To confirm this hypothesis, we prepared an N-terminal 24 residue-truncated mutant, ΔN24-CofJ, with the Arg24 C terminus being a possible CofJ digestion site. Strikingly, pull-down assay of ΔN24-CofJ showed that it did not bind to CofB (SI Appendix, Fig. S3). A subsequent ITC experiment to measure the interaction between a synthesized peptide consisting of CofJ residues 1–24 [CofJ (1–24) peptide] and CofB revealed that the peptide bound to CofB with an affinity of Kd = 8.8 ± 1.6 μM, whereas the intact CofJ molecule bound to CofB with higher affinity of Kd = 0.14 ± 0.01 μM, and ΔN24-CofJ showed no binding (SI Appendix, Fig. S5). These results clearly indicated that the CofJ N-terminal region mediates the binding with CofB.
Crystal Structure of CofJ (1–24)–CofB.
Although we were unable to obtain the cocrystal of CofB in complex with CofJ, the crystal of the CofJ (1–24)–CofB complex was successfully obtained. The crystal structure of the complex was determined by molecular replacement using the homotrimeric structure of CofB (24) as a search model that produced interpretable electron-density maps including well-defined densities responsible for three CofJ (1–24) peptides in the trimeric interfaces between each of two CofB molecule pairs (Fig. 3 A and B). The bulky Phe10 electron density of the CofJ (1–24) peptide was observed in each trimeric interface. The three CofJ (1–24) peptides were modeled using this Phe10 residue as a starting point. In contrast to the well-defined electron density observed for the central 5–15 residues of CofJ (1–24) peptide (Fig. 3B), the electron density map indicated that no structural model could be built for residues 1–4 and 16–24 owing to the scarce electron densities. After refinement, we determined the crystal structure of a CofJ (1–24)–CofB heterohexamer complex, including three CofB molecules and three CofJ (1–24) peptides, at 3.52-Å resolution (Fig. 3A).
Fig. 3.
Crystal structure of the CofJ (1–24)–CofB complex. (A) Side view of the structure with the CofB trimer (cyan, magenta, and green) shown in ribbon representation and bound CofJ (1–24) peptides shown as yellow sticks. A 2mFo−DFc omit map contoured at 1.0 σ corresponding to the region of peptide-binding grooves is shown. (B) Peptide-binding interface of CofJ (1–24)–CofB complex. Close-up view of the Ser5–Pro15 fragment of one of the three CofJ (1–24) peptides. CofJ (1–24) peptide is depicted as yellow sticks. The residues of CofB participating in hydrogen-bonding interactions are shown in stick representation. Hydrogen bonds are shown as black dotted lines. (C) Structural comparison of domain 3 of CofB with CofJ (1–24) peptides (Left) and the H-type lectin domain of discoidin I with GalNAc molecules (Right, PDB code 2WN3). In the CofJ (1–24)–CofB structure, the individual monomers are colored in cyan, magenta, and green. In the discoidin I structure, the three bound GalNAc molecules are represented as sticks.

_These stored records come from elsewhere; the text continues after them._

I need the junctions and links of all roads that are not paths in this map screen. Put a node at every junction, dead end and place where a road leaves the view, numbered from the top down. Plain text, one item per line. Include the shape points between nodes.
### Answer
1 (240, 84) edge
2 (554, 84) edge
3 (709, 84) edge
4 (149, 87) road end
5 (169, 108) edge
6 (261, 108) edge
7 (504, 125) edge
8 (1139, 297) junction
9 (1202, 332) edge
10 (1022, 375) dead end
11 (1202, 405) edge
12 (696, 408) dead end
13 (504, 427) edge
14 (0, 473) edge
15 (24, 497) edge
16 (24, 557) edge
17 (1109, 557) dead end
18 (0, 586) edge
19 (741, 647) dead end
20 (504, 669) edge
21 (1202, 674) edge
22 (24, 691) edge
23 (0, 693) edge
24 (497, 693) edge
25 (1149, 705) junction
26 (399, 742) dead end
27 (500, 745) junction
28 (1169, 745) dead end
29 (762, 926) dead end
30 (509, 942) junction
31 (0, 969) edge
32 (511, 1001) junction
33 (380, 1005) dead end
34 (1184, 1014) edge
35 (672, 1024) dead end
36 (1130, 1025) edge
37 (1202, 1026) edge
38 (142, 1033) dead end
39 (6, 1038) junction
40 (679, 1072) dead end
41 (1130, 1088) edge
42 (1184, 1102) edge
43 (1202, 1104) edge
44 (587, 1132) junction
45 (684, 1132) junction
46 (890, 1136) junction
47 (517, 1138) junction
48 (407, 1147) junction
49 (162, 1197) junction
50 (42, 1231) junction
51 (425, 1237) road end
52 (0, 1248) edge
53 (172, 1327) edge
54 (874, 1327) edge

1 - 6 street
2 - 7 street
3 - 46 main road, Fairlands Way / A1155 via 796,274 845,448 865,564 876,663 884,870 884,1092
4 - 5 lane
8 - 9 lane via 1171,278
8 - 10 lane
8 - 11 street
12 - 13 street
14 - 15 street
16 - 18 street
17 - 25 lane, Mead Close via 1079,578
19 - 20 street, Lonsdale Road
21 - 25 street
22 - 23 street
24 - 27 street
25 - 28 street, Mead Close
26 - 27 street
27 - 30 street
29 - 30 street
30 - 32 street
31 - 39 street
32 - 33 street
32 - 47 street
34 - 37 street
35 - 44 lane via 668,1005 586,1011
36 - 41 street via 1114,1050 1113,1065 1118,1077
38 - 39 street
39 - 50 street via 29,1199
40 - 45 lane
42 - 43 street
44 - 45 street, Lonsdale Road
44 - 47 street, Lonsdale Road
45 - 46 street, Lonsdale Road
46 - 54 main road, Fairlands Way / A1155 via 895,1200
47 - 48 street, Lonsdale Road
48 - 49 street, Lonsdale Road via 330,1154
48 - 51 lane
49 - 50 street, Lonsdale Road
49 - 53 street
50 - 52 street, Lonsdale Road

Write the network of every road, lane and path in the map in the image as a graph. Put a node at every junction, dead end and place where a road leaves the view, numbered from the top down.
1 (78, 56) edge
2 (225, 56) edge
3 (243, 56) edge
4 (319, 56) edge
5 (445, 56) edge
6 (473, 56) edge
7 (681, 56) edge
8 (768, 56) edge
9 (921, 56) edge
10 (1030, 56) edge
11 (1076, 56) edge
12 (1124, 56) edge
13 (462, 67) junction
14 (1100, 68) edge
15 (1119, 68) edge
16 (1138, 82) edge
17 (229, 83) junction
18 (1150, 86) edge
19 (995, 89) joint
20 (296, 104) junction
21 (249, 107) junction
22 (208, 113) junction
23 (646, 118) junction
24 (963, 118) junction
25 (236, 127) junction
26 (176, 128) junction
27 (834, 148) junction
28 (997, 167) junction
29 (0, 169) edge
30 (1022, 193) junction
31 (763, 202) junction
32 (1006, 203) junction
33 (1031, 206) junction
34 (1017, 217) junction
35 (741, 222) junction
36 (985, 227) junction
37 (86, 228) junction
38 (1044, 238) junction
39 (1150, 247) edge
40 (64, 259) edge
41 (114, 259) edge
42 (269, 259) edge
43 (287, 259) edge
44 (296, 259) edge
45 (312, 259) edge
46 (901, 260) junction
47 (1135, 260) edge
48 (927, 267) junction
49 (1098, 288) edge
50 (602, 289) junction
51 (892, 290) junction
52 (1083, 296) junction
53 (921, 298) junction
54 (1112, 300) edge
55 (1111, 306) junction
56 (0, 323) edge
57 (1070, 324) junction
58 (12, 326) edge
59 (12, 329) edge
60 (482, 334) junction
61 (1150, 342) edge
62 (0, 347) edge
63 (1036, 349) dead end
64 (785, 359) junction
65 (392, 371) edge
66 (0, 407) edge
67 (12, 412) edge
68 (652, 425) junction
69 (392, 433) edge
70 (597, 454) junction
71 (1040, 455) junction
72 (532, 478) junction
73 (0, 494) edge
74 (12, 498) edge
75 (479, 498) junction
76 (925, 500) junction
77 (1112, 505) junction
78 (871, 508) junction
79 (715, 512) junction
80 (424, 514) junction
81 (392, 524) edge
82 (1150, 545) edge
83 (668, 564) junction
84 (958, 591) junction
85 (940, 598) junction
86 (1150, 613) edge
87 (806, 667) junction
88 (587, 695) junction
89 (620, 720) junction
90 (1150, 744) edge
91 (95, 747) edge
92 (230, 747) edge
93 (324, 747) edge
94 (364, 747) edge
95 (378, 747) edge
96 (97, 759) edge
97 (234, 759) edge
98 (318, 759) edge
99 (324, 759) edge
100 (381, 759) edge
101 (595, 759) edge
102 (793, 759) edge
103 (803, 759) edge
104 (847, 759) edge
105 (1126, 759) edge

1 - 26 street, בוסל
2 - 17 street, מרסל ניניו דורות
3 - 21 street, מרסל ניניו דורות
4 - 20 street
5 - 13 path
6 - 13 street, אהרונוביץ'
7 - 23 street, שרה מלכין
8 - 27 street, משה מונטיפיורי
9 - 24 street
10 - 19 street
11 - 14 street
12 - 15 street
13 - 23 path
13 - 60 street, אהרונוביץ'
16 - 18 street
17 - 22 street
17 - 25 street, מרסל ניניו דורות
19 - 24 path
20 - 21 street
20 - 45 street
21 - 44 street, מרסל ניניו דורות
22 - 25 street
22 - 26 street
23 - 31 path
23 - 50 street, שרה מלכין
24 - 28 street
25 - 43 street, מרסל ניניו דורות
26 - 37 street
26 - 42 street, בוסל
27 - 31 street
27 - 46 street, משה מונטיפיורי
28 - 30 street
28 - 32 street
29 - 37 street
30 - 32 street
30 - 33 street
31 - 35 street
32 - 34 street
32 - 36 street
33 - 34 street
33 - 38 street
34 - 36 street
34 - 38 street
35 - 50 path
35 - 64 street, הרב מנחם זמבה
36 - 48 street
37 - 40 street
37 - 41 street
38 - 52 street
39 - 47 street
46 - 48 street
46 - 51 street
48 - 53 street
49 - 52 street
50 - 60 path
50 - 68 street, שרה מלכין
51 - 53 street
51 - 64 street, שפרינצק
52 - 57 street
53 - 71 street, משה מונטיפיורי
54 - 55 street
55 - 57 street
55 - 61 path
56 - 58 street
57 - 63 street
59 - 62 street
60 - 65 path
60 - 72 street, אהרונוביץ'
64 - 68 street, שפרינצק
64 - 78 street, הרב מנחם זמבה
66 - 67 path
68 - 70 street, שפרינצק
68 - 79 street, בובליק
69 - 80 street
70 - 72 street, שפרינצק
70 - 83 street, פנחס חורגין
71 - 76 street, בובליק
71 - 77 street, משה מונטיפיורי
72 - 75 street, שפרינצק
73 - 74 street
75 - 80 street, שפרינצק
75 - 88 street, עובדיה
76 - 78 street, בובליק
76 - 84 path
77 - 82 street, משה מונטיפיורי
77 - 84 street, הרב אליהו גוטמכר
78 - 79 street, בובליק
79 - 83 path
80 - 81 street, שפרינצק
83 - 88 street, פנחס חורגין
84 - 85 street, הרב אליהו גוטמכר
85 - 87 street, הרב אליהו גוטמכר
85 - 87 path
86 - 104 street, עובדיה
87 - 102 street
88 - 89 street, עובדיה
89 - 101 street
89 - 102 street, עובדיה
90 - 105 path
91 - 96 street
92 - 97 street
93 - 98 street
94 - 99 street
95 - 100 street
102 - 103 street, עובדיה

In each trimeric interface, the CofJ (1–24) peptide fragment from Ser5 to Pro15 was bound to the hydrophobic groove sandwiched by two CofB C-terminal H-type lectin domains (domain 3s) (Fig. 3B and SI Appendix, Fig. S6). The structures of the three CofJ (1–24) peptides were essentially the same and well superimposed on each other, with rmsd values from 0.169 to 0.401 Å (SI Appendix, Fig. S7). Superposition of the complexed CofB trimer structure solved here on that determined previously of CofB alone showed that domains 2 and 3 of CofB do not undergo structural changes at the backbone level upon peptide binding, except the peptide-binding site regions and the arrangement of CofB molecule domain 1s in the CofJ (1–24)–CofB complex (SI Appendix, Figs. S8 and S9). CofB domain 3, which is composed of nine β-strands from β13 to β21 and one α-helix of α4, exhibits structural similarity with H-type lectins that form homotrimers recognizing GalNAc molecules (24, 25), but shows some structural differences with others. For example, the loop between CofB β17 and β18 is much longer than that of discoidin I (β11 and β12) and covers nearly the entire conserved sugar recognition site (Fig. 3C). Notably, by utilizing the long β17/β18 loop of one monomer and the α4/β16 loop of another, CofB recognizes the CofJ (1–24) peptide with slight local conformational changes in these loops (SI Appendix, Fig. S9). These unexpected features of CofB reasonably explain the fact that it precludes GalNAc binding in both the presence and absence of CofJ (SI Appendix, Fig. S1), suggesting functional “repurposing” of its H-type lectin domain.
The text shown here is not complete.